Growing up, I used to love when my grandma would visit because it would mean we could make scones together!! While I don't think my scones will ever be at the same standard of my grandmas - there is just something about them that is so magical - these scones are still absolutely delicious!

I decided to change up the traditional lemonade scones with the addition of Remedy Raspberry lemonade Kombucha - YUM!!! The other major substitution it made was yoghurt in place of cream. I hardly ever use cream in cooking, I have found yoghurt to be the perfect substitute for it in all my cooking both sweet and savoury. These were no expectation, the yoghurt provided a delicious base. 

So i present you Probiotic rich Raspberry Lemonade scones - don't mind me, I'll be stuffing my face with scones.

Raspberry Lemonade Scones

2 cups SR Flour

2tbsp Castor Sugar*

1/2 cup Chobani Raspberry Yoghurt (any greek yoghurt can be used)

1/3 cup Raspberry Lemonade Kombucha

1/2 cup frozen Raspberries

2tbsp Milk

*Sugar can be substituted for a refined sugar free option such as natvia or rice malt syrup. However if using a liquid sweeteners reduce kombucha slightly to ensure dough is not to wet.

Method:

Preheat oven to 200C. Sift flour into a large bowl and mix through castor sugar. Add in yoghurt and Kombucha. Use a a knife to cut through the mixture and mix in wet ingredients. Then tip out onto a lightly floured surface. Carefully knead the mixture until it all comes together. Be careful not to over knead as this will cause the scones to be tough.
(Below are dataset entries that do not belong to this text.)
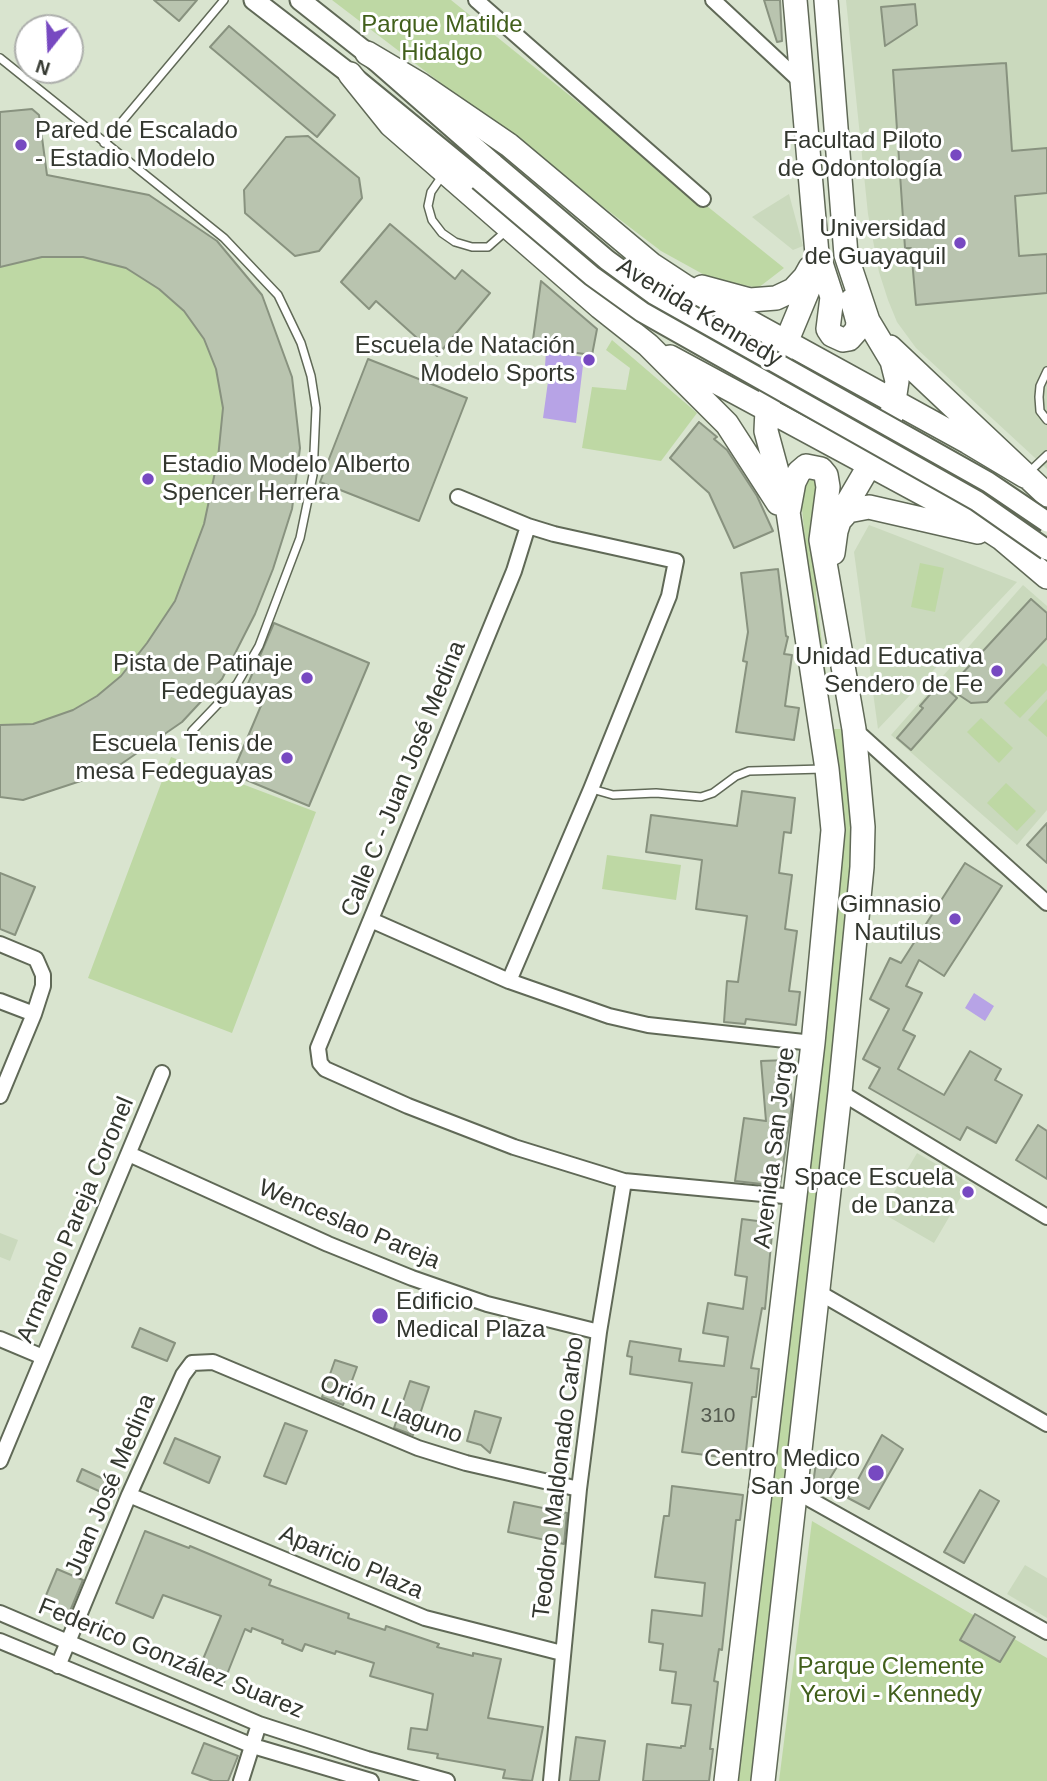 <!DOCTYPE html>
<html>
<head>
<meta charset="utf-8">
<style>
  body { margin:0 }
  #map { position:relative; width:1047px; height:1781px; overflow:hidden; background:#d9e4cf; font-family:Arial,sans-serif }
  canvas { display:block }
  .north { position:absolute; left:14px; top:14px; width:70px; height:70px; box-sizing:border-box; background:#fff; border:2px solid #adafac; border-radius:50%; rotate:198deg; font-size:19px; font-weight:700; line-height:28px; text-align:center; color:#33372f }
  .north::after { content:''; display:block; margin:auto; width:24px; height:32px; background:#7749c1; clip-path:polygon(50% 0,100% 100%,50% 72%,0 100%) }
</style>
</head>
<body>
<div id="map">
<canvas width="1047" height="1781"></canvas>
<div class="north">N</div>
</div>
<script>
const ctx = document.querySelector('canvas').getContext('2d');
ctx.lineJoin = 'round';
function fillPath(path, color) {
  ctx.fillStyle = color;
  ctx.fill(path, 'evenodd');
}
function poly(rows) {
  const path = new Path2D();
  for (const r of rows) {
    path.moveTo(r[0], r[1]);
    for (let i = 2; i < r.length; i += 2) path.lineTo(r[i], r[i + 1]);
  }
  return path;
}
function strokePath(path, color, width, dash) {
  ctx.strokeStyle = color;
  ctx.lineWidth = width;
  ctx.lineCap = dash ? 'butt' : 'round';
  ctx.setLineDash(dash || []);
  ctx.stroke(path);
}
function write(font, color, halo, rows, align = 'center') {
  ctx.font = font + ' Arial,sans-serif';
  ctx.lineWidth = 6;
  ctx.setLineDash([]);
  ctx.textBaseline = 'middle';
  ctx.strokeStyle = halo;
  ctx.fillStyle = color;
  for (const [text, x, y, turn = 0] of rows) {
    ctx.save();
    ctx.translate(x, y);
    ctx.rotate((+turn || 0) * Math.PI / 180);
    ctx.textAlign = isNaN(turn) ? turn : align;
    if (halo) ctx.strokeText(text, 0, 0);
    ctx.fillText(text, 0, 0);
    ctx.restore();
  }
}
fillPath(poly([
  [846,0,1047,0,1047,469,916,348,897,322,888,300,879,272,868,214],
  [789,194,803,246,793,250,752,217],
  [869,525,1017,582,878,729,854,552],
  [1023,585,1047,606,1047,810,1017,845,891,735],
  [917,1153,969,1183,934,1243,882,1213],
  [0,1233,18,1240,10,1261,0,1257],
  [1025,1565,1047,1578,1047,1618,1007,1594]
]), '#cad9bd');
fillPath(poly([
  [332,0,451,0,784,268,758,288,710,278,661,251],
  [56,176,149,195,217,241,262,295,292,377,300,448,292,509,273,569,248,627,222,679,182,722,0,797,0,186],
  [612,340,697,413,661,461,582,448,592,387,626,390,630,368,606,350],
  [818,476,816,595,833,729,854,729,861,793,763,1781,725,1781,795,1197,827,769,800,488,801,478],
  [920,563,944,568,935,612,911,607],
  [1043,663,1047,667,1047,690,1020,718,1004,703],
  [1047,699,1047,737,1028,720],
  [981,718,1013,748,999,763,967,732],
  [171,757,316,812,232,1033,88,978],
  [1006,783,1036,811,1017,831,987,803],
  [607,855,681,865,676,900,602,889],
  [812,1521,1047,1658,1047,1781,779,1781]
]), '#bed8a4');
fillPath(poly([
  [546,352,584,357,576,423,543,418,550,367,545,366],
  [974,993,994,1006,985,1021,965,1008]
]), '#b7a3e6');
const building = poly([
  [154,0,197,0,179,21,154,0],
  [764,0,780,0,782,41,777,42,764,0],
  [915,4,917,25,885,46,881,7,915,4],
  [229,26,335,115,317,137,210,47,229,26],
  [1006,63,1012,151,1047,148,1047,193,1015,196,1019,256,1047,254,1047,293,916,305,911,248,905,248,893,70,1006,63],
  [32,109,39,115,47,175,149,195,217,241,262,295,292,377,300,448,292,509,273,569,255,614,222,679,182,722,111,771,23,800,0,797,0,725,33,724,73,710,97,696,121,676,147,643,175,601,204,524,218,458,223,408,216,369,204,339,184,311,159,289,126,268,83,257,42,257,0,267,0,112,32,109],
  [308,136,359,178,362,198,319,251,295,256,245,213,244,190,286,137,308,136],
  [390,224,455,279,462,270,490,293,437,356,376,301,369,309,341,282,390,224],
  [541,281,597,329,592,355,532,347,541,281],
  [368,359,467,398,419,521,320,482,368,359],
  [699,422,717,437,714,439,727,450,757,496,773,531,734,548,709,493,670,458,699,422],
  [778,569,786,636,788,637,784,654,792,655,785,706,799,708,794,740,736,732,747,662,743,661,748,632,741,573,778,569],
  [1031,599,1047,613,1047,638,987,702,971,703,956,693,959,677,1031,599],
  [274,623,369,663,309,806,232,774,263,701,244,693,274,623],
  [940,683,957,698,911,750,897,738,923,708,920,706,940,683],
  [742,791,795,798,791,833,784,832,779,873,792,875,785,929,797,931,789,991,800,992,796,1025,746,1019,745,1024,724,1022,727,981,738,982,747,916,696,909,702,860,646,852,651,815,737,826,742,791],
  [1047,823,1047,863,1027,845,1047,823],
  [965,863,1002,886,944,976,919,960,906,986,922,993,903,1030,915,1036,898,1069,944,1095,970,1051,1001,1069,995,1080,1022,1095,996,1143,967,1127,960,1140,869,1088,880,1068,863,1059,889,1009,870,999,890,958,901,963,965,863],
  [0,873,35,887,15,935,0,929,0,873],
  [788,1060,792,1105,780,1186,735,1181,744,1118,766,1121,761,1061,788,1060],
  [1038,1125,1047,1131,1047,1179,1016,1160,1038,1125],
  [742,1219,773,1223,765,1309,762,1308,751,1368,759,1369,756,1397,752,1397,745,1460,682,1452,692,1383,630,1374,632,1357,627,1356,630,1341,681,1349,679,1361,724,1366,728,1337,703,1333,708,1303,743,1309,747,1277,735,1275,742,1219],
  [140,1328,175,1343,167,1361,132,1347,140,1328],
  [335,1360,357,1367,343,1405,322,1397,335,1360],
  [410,1381,429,1387,413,1435,394,1428,410,1381],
  [475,1411,501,1418,490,1453,481,1445,467,1441,475,1411],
  [285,1423,307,1431,286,1484,264,1476,285,1423],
  [882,1435,903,1449,869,1509,848,1498,882,1435],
  [175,1438,220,1457,209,1483,164,1463,175,1438],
  [817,1456,840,1462,824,1488,813,1484,817,1456],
  [82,1469,119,1486,114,1498,77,1481,82,1469],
  [672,1486,743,1495,740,1520,736,1520,722,1650,719,1649,714,1681,718,1682,710,1749,713,1749,709,1781,643,1781,647,1744,681,1748,681,1746,685,1746,691,1705,672,1703,676,1672,660,1670,663,1644,649,1642,652,1610,702,1616,705,1583,655,1577,664,1516,669,1516,672,1486],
  [980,1490,999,1501,964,1563,944,1552,980,1490],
  [514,1502,567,1513,564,1544,508,1532,514,1502],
  [145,1531,189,1548,190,1546,271,1580,269,1585,349,1614,348,1618,385,1630,386,1626,439,1644,437,1647,473,1656,473,1653,501,1659,488,1718,543,1727,532,1781,503,1778,505,1770,437,1758,438,1754,408,1749,411,1728,427,1730,433,1694,370,1676,374,1663,336,1651,335,1654,305,1644,302,1651,282,1643,283,1640,252,1628,251,1632,245,1629,222,1687,196,1676,221,1616,163,1595,153,1618,116,1603,145,1531],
  [57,1569,83,1580,68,1616,42,1605,57,1569],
  [975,1614,1015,1637,1000,1662,960,1640,975,1614],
  [576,1737,605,1741,599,1781,570,1781,576,1737],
  [204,1743,238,1756,228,1781,213,1781,192,1773,204,1743]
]);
fillPath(building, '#b9c4af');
strokePath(building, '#88927f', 2);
const service = poly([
  [0,58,224,238,278,295,301,343,311,376,316,408,313,475,300,538,259,646,237,684,192,731],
  [104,143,224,0],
  [442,176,431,192,428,206,432,220,442,233,455,242,472,247,488,247,506,231],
  [1047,371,1040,386,1039,397,1040,411,1047,420],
  [1027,474,1047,455],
  [592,789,613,795,656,793,701,797,713,793,736,776,749,771,823,769]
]);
const minor = poly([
  [476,0,703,199],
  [713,0,801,82],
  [458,497,528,526,554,534,676,561,669,596,591,789,509,981],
  [528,526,514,571,318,1048,320,1063,325,1069,408,1106,514,1147,624,1181,795,1197],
  [854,729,1047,903],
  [371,920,509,981,609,1016,648,1025,813,1043],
  [0,944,36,959,43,975,43,986,34,1014,0,1096],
  [0,1001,34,1014],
  [840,1092,1047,1217],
  [129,1154,328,1244,412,1278,487,1304,599,1332],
  [818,1292,1047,1424],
  [0,1339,43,1357],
  [0,1461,162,1073],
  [795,1491,1047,1632],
  [129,1495,425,1618,562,1653],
  [0,1613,259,1724,367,1759,447,1781],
  [0,1641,253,1746,371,1781],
  [58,1666,129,1495,183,1375,192,1363,213,1362,418,1448,466,1463,579,1489],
  [241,1781,259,1724],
  [551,1781,579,1489,599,1332,624,1181]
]);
const secondary = poly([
  [254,0,350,74,479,180],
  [300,0,367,53,494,164]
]);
const primary = poly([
  [826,0,846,255,868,321,892,361,897,381,892,414,869,466,842,512,836,531,833,553],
  [367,53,421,85,509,145,651,264,686,287,968,442,1025,476],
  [350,74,391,125,600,307,648,345,727,424,778,503],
  [819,257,832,297,828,329,832,335,843,340,849,339,857,330,858,322,852,300],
  [702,287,750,300,776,298,793,290,805,277,810,268],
  [890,347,1047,495],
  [670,357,981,525,1001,538,1047,577],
  [839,521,848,511,869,507,978,532],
  [726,1781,813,1043,833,830,827,769,788,512,766,431,767,409,773,380,780,357,815,273,817,254,795,0],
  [763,1781,840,1092,862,867,863,827,854,729,821,540,828,487,826,475,821,469,806,466,799,472,794,482,789,509]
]);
strokePath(service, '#606957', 10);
strokePath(minor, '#606957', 18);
strokePath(secondary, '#606957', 23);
strokePath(primary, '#606957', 26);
strokePath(service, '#fff', 7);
strokePath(minor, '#fff', 14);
strokePath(secondary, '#fff', 19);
strokePath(primary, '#fff', 23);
const secondaryBridge = poly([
  [494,164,607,260,655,295,988,482,1047,522],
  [479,180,592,276,642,312,977,501,1047,550]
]);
strokePath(secondaryBridge, '#606957', 23, []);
strokePath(secondaryBridge, '#fff', 19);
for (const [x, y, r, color] of [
  [21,145,7,"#7749c1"],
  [956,155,7,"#7749c1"],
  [960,243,7,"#7749c1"],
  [589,360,7,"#7749c1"],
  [148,479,7,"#7749c1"],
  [997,671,7,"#7749c1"],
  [307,678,7,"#7749c1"],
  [287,758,7,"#7749c1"],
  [955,919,7,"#7749c1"],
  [968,1192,7,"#7749c1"],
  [380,1316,9,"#7749c1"],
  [876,1473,9,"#7749c1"]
]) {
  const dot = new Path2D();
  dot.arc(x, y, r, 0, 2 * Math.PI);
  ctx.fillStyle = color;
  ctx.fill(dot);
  strokePath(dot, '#fff', 2.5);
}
write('21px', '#545a4f', null, [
  ["310",718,1416]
]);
write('24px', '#415f1b', '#fff', [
  ["Parque Matilde",442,25],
  ["Hidalgo",442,53],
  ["Parque Clemente",891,1667],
  ["Yerovi - Kennedy",891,1695]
]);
write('24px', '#33372f', '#fff', [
  ["Pared de Escalado",35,131,"left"],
  ["- Estadio Modelo",35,159,"left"],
  ["Facultad Piloto",942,141],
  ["de Odontología",942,169],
  ["Universidad",946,229],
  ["de Guayaquil",946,257],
  ["Escuela de Natación",575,346],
  ["Modelo Sports",575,374],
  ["Estadio Modelo Alberto",162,465,"left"],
  ["Spencer Herrera",162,493,"left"],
  ["Unidad Educativa",983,657],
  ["Sendero de Fe",983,685],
  ["Pista de Patinaje",293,664],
  ["Fedeguayas",293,692],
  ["Escuela Tenis de",273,744],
  ["mesa Fedeguayas",273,772],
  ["Gimnasio",941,905],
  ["Nautilus",941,933],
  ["Space Escuela",954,1178],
  ["de Danza",954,1206],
  ["Edificio",396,1302,"left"],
  ["Medical Plaza",396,1330,"left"],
  ["Centro Medico",860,1459],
  ["San Jorge",860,1487]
], 'right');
write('24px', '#33372f', '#fff', [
  ["Avenida Kennedy",699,313,31],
  ["Calle C - Juan José Medina",404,779,-68],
  ["Avenida San Jorge",775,1148,-83],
  ["Armando Pareja Coronel",76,1220,-67],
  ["Wenceslao Pareja",349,1225,23],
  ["Orión Llaguno",391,1410,21],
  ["Teodoro Maldonado Carbo",559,1478,-83],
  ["Juan José Medina",111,1485,-67],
  ["Aparicio Plaza",351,1563,23],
  ["Federico González Suarez",171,1659,22]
]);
</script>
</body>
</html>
Carefully knead in the raspberries then use your hands to flatten dough into a disc about 1inch thick. Use a floured scone cutter to cut out scones and place on a lined baking tray. Repeat with remaining scones. The mixture makes about 12. Brush the scones with milk and bake in the oven for 10-15 until golden brown. 

Remove from oven and enjoy hot with greek yoghurt and raspberry chia jam!!